PROVIDENCE — The Rhode Island Department of Environmental Management (DEM) recently announced $6.4 million in matching grants to help communities reduce flooding, control stormwater, and strengthen Rhode Island’s climate resilience.
A Request for Proposals (RFP) is now open – with a deadline of June 30.
Proposals are being solicited for three categories of grants:
Stormwater Pollution Abatement Projects – $3 million available projects that improve stormwater management and abate stormwater pollution.
Collaborative projects that incorporate green infrastructure on a watershed basis, capital projects that strengthen local stormwater management programs, and projects that implement a Best Management Practice identified through an approved stormwater management plan or restoration plan are encouraged. Grants will provide 50 to 75 percent of project costs.
Flood Prevention and Mitigation Projects – $3 million available projects that reduce or eliminate the long-term risk of flooding in coastal or inland areas and enhance natural ecosystem functions.
Eligible projects include the restoration of floodplains and stream banks, removal of impervious surfaces and re-vegetation in flood-prone areas, culvert replacements, dam removals, and projects that mitigate flooding risks to developed properties. Grants will provide 50 to 75 percent of project costs.
Nonpoint Source Pollution Abatement Projects – $400,000 available projects that address indirect (or ‘nonpoint’) sources of pollution and improve water quality/aquatic habitat.
Projects include those that address pollution from farms, removal of cesspools or converting to a non-discharging wastewater treatment system, or mitigate stormwater pollution in areas not covered by a Municipal Separate Storm Sewer System (MS4) permit.
Projects in five targeted geographic areas are eligible for funding, including Bristol-Kickemuit River watershed, Barrington-Palmer-Warren Rivers watershed, Aquidneck Island watershed, Nonquit Pond watershed, and Wood-Pawcatuck watershed.
Nonpoint source and stormwater pollution are significant causes of poor water quality. Grant funding is made possible via the 2014 Clean Water, Open Space, and Healthy Communities Bond ($3 million), the 2016 Green Economy Bond ($3 million), and the federal Clean Water Act Section 319 program ($400,000).

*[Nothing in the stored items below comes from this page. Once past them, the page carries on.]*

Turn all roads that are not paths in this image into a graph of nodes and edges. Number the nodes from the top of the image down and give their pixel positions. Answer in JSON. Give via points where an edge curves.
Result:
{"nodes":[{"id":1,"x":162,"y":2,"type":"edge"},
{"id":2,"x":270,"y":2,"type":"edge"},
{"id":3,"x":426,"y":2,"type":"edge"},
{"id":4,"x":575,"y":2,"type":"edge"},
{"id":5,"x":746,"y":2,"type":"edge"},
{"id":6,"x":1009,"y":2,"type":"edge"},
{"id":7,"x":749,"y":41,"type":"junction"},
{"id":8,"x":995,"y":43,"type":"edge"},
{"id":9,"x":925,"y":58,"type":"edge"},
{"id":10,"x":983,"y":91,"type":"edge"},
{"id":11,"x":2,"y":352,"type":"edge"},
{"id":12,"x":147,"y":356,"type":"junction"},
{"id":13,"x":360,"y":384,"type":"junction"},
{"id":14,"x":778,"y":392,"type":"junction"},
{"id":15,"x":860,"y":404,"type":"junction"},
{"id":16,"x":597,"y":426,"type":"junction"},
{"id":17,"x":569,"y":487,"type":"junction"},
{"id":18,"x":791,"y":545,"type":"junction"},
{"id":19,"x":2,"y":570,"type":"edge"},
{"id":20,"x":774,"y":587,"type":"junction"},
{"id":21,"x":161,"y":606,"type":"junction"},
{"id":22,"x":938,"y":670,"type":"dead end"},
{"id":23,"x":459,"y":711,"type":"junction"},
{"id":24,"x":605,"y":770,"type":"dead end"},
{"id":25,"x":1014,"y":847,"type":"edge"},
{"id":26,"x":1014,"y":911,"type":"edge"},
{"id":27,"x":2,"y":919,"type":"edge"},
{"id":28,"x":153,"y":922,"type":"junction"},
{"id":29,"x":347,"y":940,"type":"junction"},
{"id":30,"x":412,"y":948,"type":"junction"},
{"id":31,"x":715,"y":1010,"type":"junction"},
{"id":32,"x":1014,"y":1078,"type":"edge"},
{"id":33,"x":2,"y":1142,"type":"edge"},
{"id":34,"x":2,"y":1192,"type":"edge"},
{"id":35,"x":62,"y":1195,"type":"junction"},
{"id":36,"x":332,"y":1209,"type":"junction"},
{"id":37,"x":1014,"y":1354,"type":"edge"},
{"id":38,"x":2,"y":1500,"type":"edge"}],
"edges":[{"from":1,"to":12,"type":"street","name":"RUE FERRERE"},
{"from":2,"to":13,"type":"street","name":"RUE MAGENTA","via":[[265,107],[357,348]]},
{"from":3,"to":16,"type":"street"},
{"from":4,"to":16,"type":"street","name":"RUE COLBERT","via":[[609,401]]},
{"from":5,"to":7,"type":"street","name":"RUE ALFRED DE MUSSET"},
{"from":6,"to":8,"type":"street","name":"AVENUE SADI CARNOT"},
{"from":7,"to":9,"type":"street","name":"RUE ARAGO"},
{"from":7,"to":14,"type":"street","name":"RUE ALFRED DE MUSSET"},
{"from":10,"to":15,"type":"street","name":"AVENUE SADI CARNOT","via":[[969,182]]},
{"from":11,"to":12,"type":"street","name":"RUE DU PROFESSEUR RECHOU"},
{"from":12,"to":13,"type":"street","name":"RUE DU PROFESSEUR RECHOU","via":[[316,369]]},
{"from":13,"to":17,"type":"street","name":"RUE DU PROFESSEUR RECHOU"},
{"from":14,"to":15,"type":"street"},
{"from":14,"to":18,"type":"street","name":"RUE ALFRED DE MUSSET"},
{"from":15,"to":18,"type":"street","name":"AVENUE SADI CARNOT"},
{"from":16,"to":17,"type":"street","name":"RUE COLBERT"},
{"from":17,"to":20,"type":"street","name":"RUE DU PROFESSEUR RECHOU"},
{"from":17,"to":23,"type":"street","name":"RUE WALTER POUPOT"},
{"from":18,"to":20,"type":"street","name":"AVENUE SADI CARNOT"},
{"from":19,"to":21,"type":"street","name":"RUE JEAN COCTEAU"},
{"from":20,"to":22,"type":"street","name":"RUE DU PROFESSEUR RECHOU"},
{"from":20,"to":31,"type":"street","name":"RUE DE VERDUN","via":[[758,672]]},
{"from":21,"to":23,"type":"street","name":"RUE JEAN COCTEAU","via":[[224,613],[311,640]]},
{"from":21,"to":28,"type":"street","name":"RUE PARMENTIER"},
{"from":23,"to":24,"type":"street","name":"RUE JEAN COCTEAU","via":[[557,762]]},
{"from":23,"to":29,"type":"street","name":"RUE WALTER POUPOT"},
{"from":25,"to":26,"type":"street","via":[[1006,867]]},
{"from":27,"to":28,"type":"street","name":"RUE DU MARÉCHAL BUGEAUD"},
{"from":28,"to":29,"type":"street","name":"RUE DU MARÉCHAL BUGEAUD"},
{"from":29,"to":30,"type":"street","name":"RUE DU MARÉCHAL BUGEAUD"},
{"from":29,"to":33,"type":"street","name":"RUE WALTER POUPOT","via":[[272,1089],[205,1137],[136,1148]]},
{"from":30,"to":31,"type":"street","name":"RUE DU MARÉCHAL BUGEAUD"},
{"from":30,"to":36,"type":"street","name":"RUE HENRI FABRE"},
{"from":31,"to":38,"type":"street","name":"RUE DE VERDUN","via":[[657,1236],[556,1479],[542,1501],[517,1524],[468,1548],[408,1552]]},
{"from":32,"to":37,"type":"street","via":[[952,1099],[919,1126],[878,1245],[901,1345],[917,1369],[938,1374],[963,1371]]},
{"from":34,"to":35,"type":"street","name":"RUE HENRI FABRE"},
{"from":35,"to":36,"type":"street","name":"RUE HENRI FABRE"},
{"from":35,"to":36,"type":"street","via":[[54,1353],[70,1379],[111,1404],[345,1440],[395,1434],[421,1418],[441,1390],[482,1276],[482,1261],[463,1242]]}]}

Rhode Islanders consistently support investments in environmental protection and overwhelmingly approved passage of the $35 million Green Economy Bond last November.
The Bond funds improvements to bikeways and other state and local recreational facilities; preservation of open space; stormwater mitigation; and cleanup of former industrial “brownfield” sites for redevelopment. The first wave of Bond investments, totaling $10 million, was announced earlier this year. Ten bikeway projects around Rhode Island will create over 10 new miles of path and improve safety and connectivity across the state’s bikeway network.
The full RFP is available on DEM’s website.
Electronic applications are encouraged; however, proposals may also be mailed to the DEM Permit Application Center, 235 Promenade Street, Second Floor, Providence, RI 02908.
Final proposals and supporting materials are due by 4 p.m. on Friday, June 30, 2017.
Local, state and regional governmental agencies, as well as public schools, universities, businesses, and non-profit watershed, environmental or conservation organizations, are eligible to apply.